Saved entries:
——

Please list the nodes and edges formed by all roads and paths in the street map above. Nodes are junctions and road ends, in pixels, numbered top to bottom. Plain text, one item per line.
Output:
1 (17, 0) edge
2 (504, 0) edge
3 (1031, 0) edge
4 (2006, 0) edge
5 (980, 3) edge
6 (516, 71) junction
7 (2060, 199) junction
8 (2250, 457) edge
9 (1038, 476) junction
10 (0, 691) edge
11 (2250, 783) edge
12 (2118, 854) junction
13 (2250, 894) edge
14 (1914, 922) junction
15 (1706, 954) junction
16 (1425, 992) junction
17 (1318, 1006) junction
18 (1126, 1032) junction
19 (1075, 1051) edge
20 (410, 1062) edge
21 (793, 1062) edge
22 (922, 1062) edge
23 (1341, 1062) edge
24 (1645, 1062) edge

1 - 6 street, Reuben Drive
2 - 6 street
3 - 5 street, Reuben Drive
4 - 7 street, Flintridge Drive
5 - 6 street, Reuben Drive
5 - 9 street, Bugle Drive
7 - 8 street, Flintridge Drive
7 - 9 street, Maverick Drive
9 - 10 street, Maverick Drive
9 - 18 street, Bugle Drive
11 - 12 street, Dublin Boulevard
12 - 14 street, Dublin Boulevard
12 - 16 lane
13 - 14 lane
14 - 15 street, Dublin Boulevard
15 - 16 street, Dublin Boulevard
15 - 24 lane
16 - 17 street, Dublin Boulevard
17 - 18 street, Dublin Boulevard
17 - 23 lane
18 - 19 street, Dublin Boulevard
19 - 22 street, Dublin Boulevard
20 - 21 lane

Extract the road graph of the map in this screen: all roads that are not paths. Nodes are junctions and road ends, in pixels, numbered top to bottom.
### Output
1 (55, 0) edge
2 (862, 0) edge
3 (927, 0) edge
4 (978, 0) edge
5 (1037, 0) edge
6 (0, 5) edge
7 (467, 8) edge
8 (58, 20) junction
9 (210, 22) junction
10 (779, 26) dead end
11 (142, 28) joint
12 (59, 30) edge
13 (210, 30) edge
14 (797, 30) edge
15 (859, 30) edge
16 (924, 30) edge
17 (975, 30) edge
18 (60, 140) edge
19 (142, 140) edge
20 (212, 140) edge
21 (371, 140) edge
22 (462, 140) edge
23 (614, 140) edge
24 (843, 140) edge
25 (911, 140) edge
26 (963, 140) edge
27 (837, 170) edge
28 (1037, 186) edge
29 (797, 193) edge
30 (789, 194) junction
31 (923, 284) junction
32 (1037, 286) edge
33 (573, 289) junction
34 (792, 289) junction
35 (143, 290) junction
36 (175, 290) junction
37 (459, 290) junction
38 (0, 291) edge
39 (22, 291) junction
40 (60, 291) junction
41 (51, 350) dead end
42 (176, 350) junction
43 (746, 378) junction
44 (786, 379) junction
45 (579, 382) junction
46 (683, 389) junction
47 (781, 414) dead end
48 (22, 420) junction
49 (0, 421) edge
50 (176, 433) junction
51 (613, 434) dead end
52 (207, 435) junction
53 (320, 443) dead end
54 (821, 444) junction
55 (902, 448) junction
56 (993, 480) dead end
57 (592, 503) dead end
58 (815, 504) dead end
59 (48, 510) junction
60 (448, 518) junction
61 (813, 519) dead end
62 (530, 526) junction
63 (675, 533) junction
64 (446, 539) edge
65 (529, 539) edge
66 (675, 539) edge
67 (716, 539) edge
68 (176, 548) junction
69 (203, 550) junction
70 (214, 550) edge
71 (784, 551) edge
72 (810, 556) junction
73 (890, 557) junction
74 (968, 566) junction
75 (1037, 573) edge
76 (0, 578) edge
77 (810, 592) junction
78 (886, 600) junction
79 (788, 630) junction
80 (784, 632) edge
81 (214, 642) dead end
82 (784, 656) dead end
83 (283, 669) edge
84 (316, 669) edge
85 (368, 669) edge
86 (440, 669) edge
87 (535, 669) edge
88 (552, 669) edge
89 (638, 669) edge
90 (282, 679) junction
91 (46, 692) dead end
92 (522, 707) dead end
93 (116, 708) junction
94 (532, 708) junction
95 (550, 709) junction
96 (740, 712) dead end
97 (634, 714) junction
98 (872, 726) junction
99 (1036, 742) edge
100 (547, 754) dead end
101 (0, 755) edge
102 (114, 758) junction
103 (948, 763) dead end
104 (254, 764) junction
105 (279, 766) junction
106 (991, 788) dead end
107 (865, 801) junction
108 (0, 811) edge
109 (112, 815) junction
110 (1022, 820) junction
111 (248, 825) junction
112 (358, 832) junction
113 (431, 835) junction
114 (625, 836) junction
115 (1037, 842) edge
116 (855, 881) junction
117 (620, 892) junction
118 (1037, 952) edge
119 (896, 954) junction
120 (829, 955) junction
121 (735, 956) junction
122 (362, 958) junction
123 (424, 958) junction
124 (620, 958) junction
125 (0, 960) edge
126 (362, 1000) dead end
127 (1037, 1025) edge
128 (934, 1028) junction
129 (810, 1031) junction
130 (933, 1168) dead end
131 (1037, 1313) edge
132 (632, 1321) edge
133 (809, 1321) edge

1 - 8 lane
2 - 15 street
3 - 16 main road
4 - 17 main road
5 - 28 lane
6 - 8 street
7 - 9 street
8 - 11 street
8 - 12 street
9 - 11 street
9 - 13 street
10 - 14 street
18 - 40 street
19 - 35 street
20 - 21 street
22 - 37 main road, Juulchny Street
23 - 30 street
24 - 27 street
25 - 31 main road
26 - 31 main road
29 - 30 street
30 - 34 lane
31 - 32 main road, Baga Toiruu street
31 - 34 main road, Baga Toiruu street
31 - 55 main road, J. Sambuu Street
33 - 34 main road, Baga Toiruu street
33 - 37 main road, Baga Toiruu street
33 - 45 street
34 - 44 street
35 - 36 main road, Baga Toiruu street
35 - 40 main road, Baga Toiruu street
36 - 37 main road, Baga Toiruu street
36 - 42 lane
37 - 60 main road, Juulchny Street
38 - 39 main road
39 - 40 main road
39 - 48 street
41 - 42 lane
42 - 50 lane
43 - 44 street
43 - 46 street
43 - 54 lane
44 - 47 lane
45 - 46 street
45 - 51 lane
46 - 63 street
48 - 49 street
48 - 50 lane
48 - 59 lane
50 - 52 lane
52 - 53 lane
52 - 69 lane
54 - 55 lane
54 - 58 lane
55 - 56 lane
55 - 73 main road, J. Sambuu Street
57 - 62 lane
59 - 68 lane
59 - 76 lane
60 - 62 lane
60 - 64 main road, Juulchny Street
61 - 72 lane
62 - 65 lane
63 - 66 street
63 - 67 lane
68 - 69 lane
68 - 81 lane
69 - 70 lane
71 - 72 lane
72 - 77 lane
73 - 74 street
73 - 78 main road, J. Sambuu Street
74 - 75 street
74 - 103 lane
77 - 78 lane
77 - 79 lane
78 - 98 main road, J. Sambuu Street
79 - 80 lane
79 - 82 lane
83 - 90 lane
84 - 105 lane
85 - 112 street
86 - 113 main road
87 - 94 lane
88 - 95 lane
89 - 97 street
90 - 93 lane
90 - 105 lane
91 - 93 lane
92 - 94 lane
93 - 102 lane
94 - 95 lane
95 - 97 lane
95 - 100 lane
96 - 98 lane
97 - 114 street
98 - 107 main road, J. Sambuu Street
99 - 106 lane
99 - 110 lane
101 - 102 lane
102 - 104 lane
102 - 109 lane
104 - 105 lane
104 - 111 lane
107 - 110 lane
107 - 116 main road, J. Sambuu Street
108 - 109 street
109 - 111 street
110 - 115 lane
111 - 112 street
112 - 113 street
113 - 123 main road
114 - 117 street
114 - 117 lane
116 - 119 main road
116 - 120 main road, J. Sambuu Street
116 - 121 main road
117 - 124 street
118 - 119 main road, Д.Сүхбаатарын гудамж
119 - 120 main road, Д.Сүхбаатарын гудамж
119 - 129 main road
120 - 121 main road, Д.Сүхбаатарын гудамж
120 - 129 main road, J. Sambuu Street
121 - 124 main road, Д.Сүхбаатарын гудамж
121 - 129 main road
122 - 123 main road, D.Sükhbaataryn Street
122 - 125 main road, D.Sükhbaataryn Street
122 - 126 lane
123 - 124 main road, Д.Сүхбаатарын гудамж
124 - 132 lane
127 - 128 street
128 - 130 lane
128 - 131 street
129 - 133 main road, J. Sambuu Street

——

| Your objective |
Each line of the data that holds the word "гудамж" should be copied.

| Exercise output |
118 - 119 main road, Д.Сүхбаатарын гудамж
119 - 120 main road, Д.Сүхбаатарын гудамж
120 - 121 main road, Д.Сүхбаатарын гудамж
121 - 124 main road, Д.Сүхбаатарын гудамж
123 - 124 main road, Д.Сүхбаатарын гудамж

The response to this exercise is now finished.